Frontiers in Plant Science(IF 6.627);
Pub Date : 2020-11-16;
材料:MH63水稻幼苗原生质体;
技术:10×Genomics scRNA-seq单细胞测序
这篇文章老师重点是利用单细胞测序来筛选转录因子的一个靶基因。
老师为了研究OsNAC78这个转录因子的靶基因,将OsNAC78过表达到MH63水稻幼苗中,对照组为野生型MH63水稻幼苗。
通过对OsNAC78高表达的细胞进行细胞亚型分析,发现cluster1和cluter4一个是表达OsNAC78最多的cluster一个是表达OsNAC78最少的cluster。
于是作者针对cluter1和4做了一个差异分析,将cluster4中上调的19个候选基因基因单出拎了出来。
随后作者通过过表达OsNAC78,看看有哪些基因可以随着OsNAC78的过表达也跟着上调。结果筛选出了两个基因。然后我们通过文献调研等手段构建了一些Os01g0934800 和 Os01g0949900启动子的报告质粒,然后酵母单杂来筛OsNAC78会和哪个启动子结合,找到启动子后。作者又做了EMSA和荧光素酶报告实验,验证了一下Os01g0934800 和 Os01g0949900确实是OsNAC78的靶基因。
2022年2月26日,河南大学孙旭武教授团队在The Plant Journal杂志发表了一篇通过对拟南芥幼苗子叶的单细胞测序,揭示了子叶叶脉的早期发育动态的文章。
The Plant Journal( IF 7.091 );
Pub Date :2022-02-26;
材料:拟南芥3天龄子叶原生质体;
技术:10×Genomics scRNA-seq单细胞转录组测序
这篇文章作者重点关注叶脉的发育调控机制,其中涉及到一些筛选叶脉发育中被激活基因的方法(方法1:通过每组top10的基因,构建基因突变株进行筛选;方法2:通过研究重点关注细胞类型中的转录因子调控网络,筛选出核心的转录因子,构建基因突变株进行筛选)。

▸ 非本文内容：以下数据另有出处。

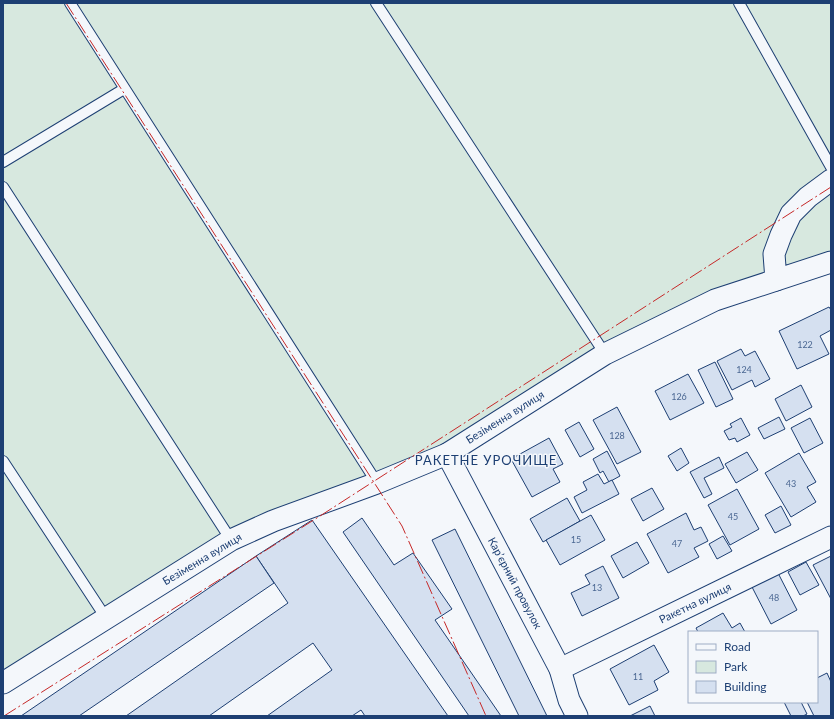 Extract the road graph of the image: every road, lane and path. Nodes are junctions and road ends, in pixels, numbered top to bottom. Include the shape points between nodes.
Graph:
1 (70, 3) edge
2 (376, 3) edge
3 (739, 3) edge
4 (124, 89) junction
5 (3, 162) edge
6 (831, 167) edge
7 (831, 180) edge
8 (3, 187) edge
9 (831, 262) edge
10 (776, 280) junction
11 (605, 354) junction
12 (447, 454) junction
13 (3, 461) edge
14 (378, 483) junction
15 (831, 537) edge
16 (231, 540) junction
17 (106, 618) junction
18 (560, 669) junction
19 (3, 683) edge
20 (577, 716) edge

1 - 4 lane
2 - 11 lane
3 - 6 lane
4 - 5 lane
4 - 14 lane
7 - 10 street via 791,214 774,254
8 - 16 lane
9 - 10 street, Безіменна вулиця
10 - 11 street, Безіменна вулиця via 715,300
11 - 12 street, Безіменна вулиця
12 - 14 street, Безіменна вулиця
12 - 18 street, Карʼєрний провулок
13 - 17 lane
14 - 16 street, Безіменна вулиця via 273,521
15 - 18 street, Ракетна вулиця
16 - 17 street, Безіменна вулиця
17 - 19 street, Безіменна вулиця
18 - 20 street, Карʼєрний провулок via 569,700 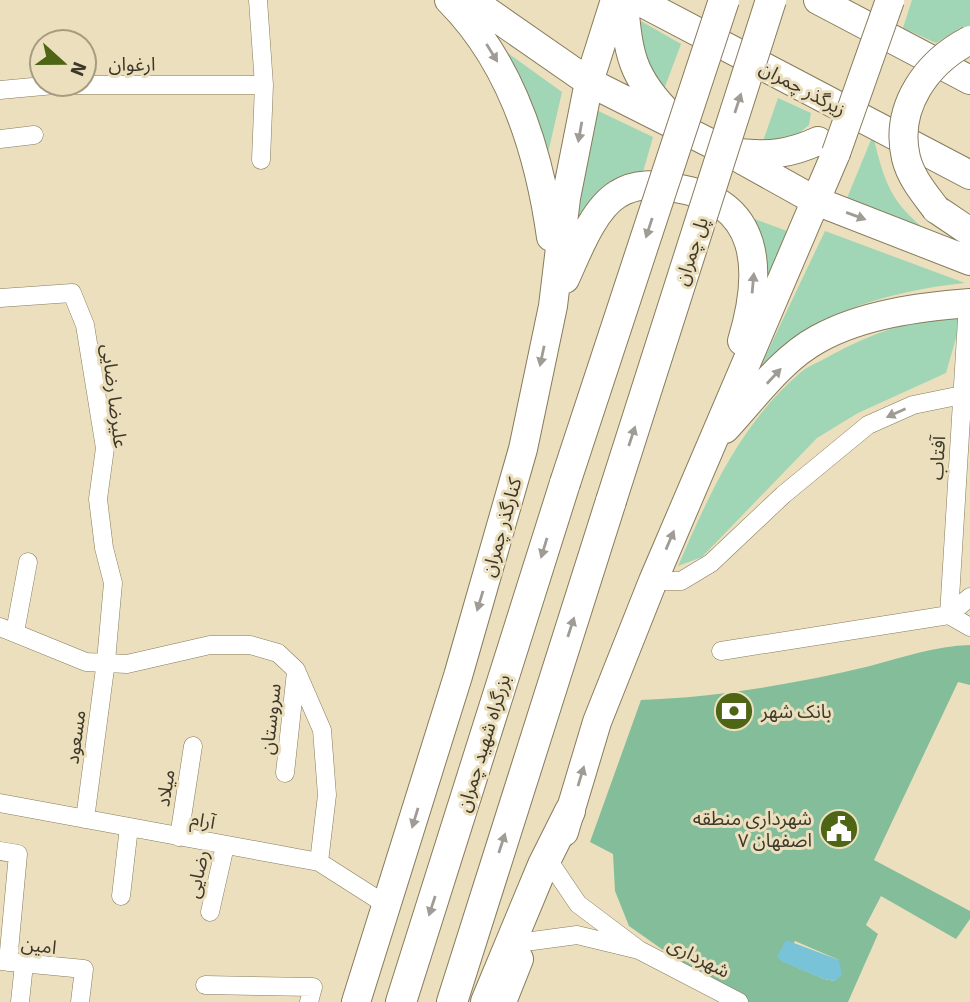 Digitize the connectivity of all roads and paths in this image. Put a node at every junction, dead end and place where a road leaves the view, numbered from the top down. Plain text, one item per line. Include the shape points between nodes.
1 (258, 0) edge
2 (449, 0) edge
3 (471, 0) edge
4 (615, 0) edge
5 (624, 0) edge
6 (637, 0) edge
7 (724, 0) edge
8 (771, 0) edge
9 (818, 0) edge
10 (877, 0) edge
11 (890, 0) edge
12 (876, 40) junction
13 (970, 40) edge
14 (614, 43) junction
15 (970, 80) edge
16 (589, 82) junction
17 (264, 85) junction
18 (0, 90) edge
19 (686, 131) junction
20 (34, 135) dead end
21 (0, 139) edge
22 (827, 147) junction
23 (728, 152) junction
24 (261, 160) dead end
25 (970, 175) edge
26 (816, 201) junction
27 (970, 232) edge
28 (970, 261) edge
29 (0, 298) edge
30 (969, 303) edge
31 (553, 306) junction
32 (962, 395) junction
33 (712, 444) junction
34 (28, 562) dead end
35 (653, 581) junction
36 (970, 597) edge
37 (949, 615) junction
38 (970, 627) edge
39 (7, 629) edge
40 (721, 651) dead end
41 (106, 661) junction
42 (296, 670) junction
43 (193, 746) dead end
44 (285, 773) dead end
45 (0, 803) edge
46 (570, 811) junction
47 (85, 819) junction
48 (129, 827) junction
49 (179, 837) junction
50 (225, 846) junction
51 (0, 851) edge
52 (319, 862) junction
53 (553, 867) junction
54 (121, 896) dead end
55 (388, 906) junction
56 (210, 912) dead end
57 (525, 942) junction
58 (639, 950) junction
59 (10, 963) edge
60 (367, 970) junction
61 (205, 985) dead end
62 (735, 1001) edge
63 (20, 1002) edge
64 (80, 1002) edge
65 (309, 1002) edge
66 (356, 1002) edge
67 (372, 1002) edge
68 (401, 1002) edge
69 (452, 1002) edge
70 (485, 1002) edge
71 (502, 1002) edge

1 - 17 street
2 -> 31 main road via 496,58 537,157 552,238
3 - 16 main road
4 - 14 main road, کنارگذر چمران
5 - 14 main road
6 - 25 main road, زیرگذر چمران
7 -> 68 highway, بزرگراه شهید چمران, bridge
69 -> 8 highway, پل چمران, bridge
9 - 15 main road
10 - 12 main road
11 - 12 main road, bridge
12 - 22 main road, bridge via 863,78
13 - 27 main road, bridge via 949,51 925,74 909,103 906,157 917,184 936,209
14 - 16 main road, کنارگذر چمران
14 - 19 main road via 654,100
16 - 19 main road
16 -> 31 main road, کنارگذر چمران via 566,198
17 - 18 street, ارغوان via 54,85
17 - 24 street
19 - 23 main road
20 - 21 street
22 - 23 main road via 768,156
22 - 26 main road
23 - 26 main road
26 -> 28 main road
26 - 33 main road
29 - 41 street, علیرضا رضایی via 72,293 85,325 104,448 98,499 113,583
30 - 32 street, آفتاب
33 -> 30 main road via 785,364 818,339 919,308
33 -> 31 main road via 744,335 755,278 748,237 730,210 695,191 645,184 617,194 588,229
31 -> 55 main road, کنارگذر چمران via 519,462
32 -> 35 street via 913,405 868,425 783,495 711,563 681,581
32 - 37 street, آفتاب
35 -> 33 main road
34 - 39 street
46 -> 35 main road via 597,722
36 - 37 street
37 - 38 street
37 - 40 street
39 - 41 street via 86,662
41 - 42 street via 127,664 209,645 250,645 278,653
41 - 47 street, مسعود
42 - 44 street, سروستان
42 - 52 street via 322,730 327,795
43 - 49 street, میلاد
45 - 47 street, آرام
46 - 53 main road
46 - 70 highway via 542,865
47 - 48 street, آرام
48 - 49 street, آرام
48 - 54 street
49 - 50 street, آرام
50 - 52 street, آرام
50 - 56 street, رضایی
51 - 59 street via 18,854
52 - 55 street, آرام
53 - 57 main road
53 - 58 street, شهرداری via 578,904
55 - 60 main road, کنارگذر چمران
57 - 58 street, شهرداری via 577,935
57 - 71 main road
58 - 62 street, شهرداری
59 - 63 street
59 - 64 street, امین via 84,969
60 - 66 main road, کنارگذر چمران
60 - 67 main road
61 - 65 street via 313,987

这篇文章思路首先是一个常规的细胞类型的鉴定,通过文献调研作者最终定义了9种细胞类型,以及另外1种不能使用已知的标记基因来确定的细胞类型。
将每个cluster间的差异表达基因去做了富集分析,也进一步可以说明细胞类型鉴定的可靠程度。
为了筛选叶脉发育中被激活基因,作者将每个cluster中top 10的基因构建基因的突变株,随后进行叶脉发育的实验,结果表明,红框圈出来的基因在叶脉发育过程中被激活。

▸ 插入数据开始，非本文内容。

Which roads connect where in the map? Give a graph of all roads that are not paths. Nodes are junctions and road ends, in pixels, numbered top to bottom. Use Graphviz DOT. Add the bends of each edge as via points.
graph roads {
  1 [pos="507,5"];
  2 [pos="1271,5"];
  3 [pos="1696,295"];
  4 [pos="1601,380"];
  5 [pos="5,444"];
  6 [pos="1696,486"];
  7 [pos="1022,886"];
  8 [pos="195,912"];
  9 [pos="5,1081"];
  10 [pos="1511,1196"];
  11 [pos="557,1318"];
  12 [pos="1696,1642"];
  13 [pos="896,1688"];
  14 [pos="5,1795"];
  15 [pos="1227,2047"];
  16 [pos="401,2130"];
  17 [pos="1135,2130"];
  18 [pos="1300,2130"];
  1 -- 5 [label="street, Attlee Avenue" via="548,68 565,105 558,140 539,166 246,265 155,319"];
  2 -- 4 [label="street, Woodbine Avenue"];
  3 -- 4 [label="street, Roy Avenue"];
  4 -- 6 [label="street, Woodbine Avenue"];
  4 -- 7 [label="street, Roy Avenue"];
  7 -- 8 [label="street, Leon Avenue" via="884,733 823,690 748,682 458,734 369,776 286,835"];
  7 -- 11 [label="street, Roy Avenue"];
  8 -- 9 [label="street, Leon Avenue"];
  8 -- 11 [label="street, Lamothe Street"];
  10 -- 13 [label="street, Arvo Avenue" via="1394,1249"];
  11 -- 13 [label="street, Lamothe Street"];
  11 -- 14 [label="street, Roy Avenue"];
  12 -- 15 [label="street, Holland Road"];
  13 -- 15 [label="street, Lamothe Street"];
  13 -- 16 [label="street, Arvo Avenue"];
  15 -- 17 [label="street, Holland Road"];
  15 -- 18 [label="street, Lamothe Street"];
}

为了进一步分析子叶叶脉的发育调控机制,研究接下来分析了特定组织细胞的转录因子调控网络。在 PP、CC_4 和 XP 中鉴定到的核心转录因子分别是CDF5、ERF15 和 RGA。通过比对别人文章的DAP-SEQ(DNA亲和纯化测序),发现CDF5 靶基因。随后对CDF5 靶基因进行 GO 富集分析。通过对野生型和CDF5 突变植株叶片中CDF5下游靶基因进行qRT-PCR,发现突变体中CDF5 靶基因会下调,也进一步验证了DAP-SEQ的结果。构建CDF5基因突变株,叶脉发育的实验表明,CDF5的基因在叶脉发育过程中被激活。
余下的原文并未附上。